((

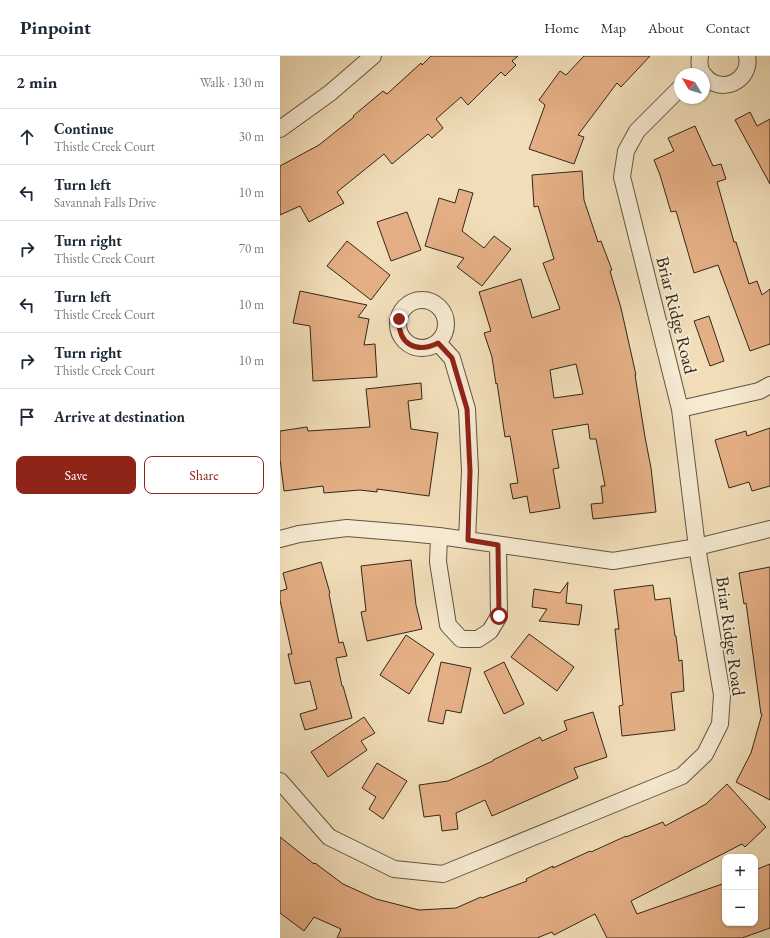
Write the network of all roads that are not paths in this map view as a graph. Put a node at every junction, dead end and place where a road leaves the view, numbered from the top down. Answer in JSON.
{"nodes":[{"id":1,"x":373,"y":56,"type":"edge"},
{"id":2,"x":747,"y":56,"type":"edge"},
{"id":3,"x":710,"y":80,"type":"edge"},
{"id":4,"x":674,"y":94,"type":"edge"},
{"id":5,"x":280,"y":129,"type":"edge"},
{"id":6,"x":438,"y":343,"type":"dead end"},
{"id":7,"x":770,"y":385,"type":"edge"},
{"id":8,"x":680,"y":409,"type":"junction"},
{"id":9,"x":770,"y":529,"type":"edge"},
{"id":10,"x":439,"y":536,"type":"junction"},
{"id":11,"x":280,"y":539,"type":"edge"},
{"id":12,"x":468,"y":540,"type":"junction"},
{"id":13,"x":498,"y":545,"type":"junction"},
{"id":14,"x":697,"y":547,"type":"junction"},
{"id":15,"x":280,"y":782,"type":"edge"}],
"edges":[{"from":1,"to":5,"type":"street"},
{"from":2,"to":3,"type":"street"},
{"from":4,"to":8,"type":"street","name":"Briar Ridge Road"},
{"from":6,"to":12,"type":"street"},
{"from":7,"to":8,"type":"street"},
{"from":8,"to":14,"type":"street","name":"Briar Ridge Road"},
{"from":9,"to":14,"type":"street"},
{"from":10,"to":11,"type":"street"},
{"from":10,"to":12,"type":"street"},
{"from":10,"to":13,"type":"street"},
{"from":12,"to":13,"type":"street"},
{"from":13,"to":14,"type":"street"},
{"from":14,"to":15,"type":"street","name":"Briar Ridge Road"}]}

))

What is required: Reproduce every line above exactly as written, omitting the images.

Exercise response:
Write the network of all roads that are not paths in this map view as a graph. Put a node at every junction, dead end and place where a road leaves the view, numbered from the top down. Answer in JSON.
{"nodes":[{"id":1,"x":373,"y":56,"type":"edge"},
{"id":2,"x":747,"y":56,"type":"edge"},
{"id":3,"x":710,"y":80,"type":"edge"},
{"id":4,"x":674,"y":94,"type":"edge"},
{"id":5,"x":280,"y":129,"type":"edge"},
{"id":6,"x":438,"y":343,"type":"dead end"},
{"id":7,"x":770,"y":385,"type":"edge"},
{"id":8,"x":680,"y":409,"type":"junction"},
{"id":9,"x":770,"y":529,"type":"edge"},
{"id":10,"x":439,"y":536,"type":"junction"},
{"id":11,"x":280,"y":539,"type":"edge"},
{"id":12,"x":468,"y":540,"type":"junction"},
{"id":13,"x":498,"y":545,"type":"junction"},
{"id":14,"x":697,"y":547,"type":"junction"},
{"id":15,"x":280,"y":782,"type":"edge"}],
"edges":[{"from":1,"to":5,"type":"street"},
{"from":2,"to":3,"type":"street"},
{"from":4,"to":8,"type":"street","name":"Briar Ridge Road"},
{"from":6,"to":12,"type":"street"},
{"from":7,"to":8,"type":"street"},
{"from":8,"to":14,"type":"street","name":"Briar Ridge Road"},
{"from":9,"to":14,"type":"street"},
{"from":10,"to":11,"type":"street"},
{"from":10,"to":12,"type":"street"},
{"from":10,"to":13,"type":"street"},
{"from":12,"to":13,"type":"street"},
{"from":13,"to":14,"type":"street"},
{"from":14,"to":15,"type":"street","name":"Briar Ridge Road"}]}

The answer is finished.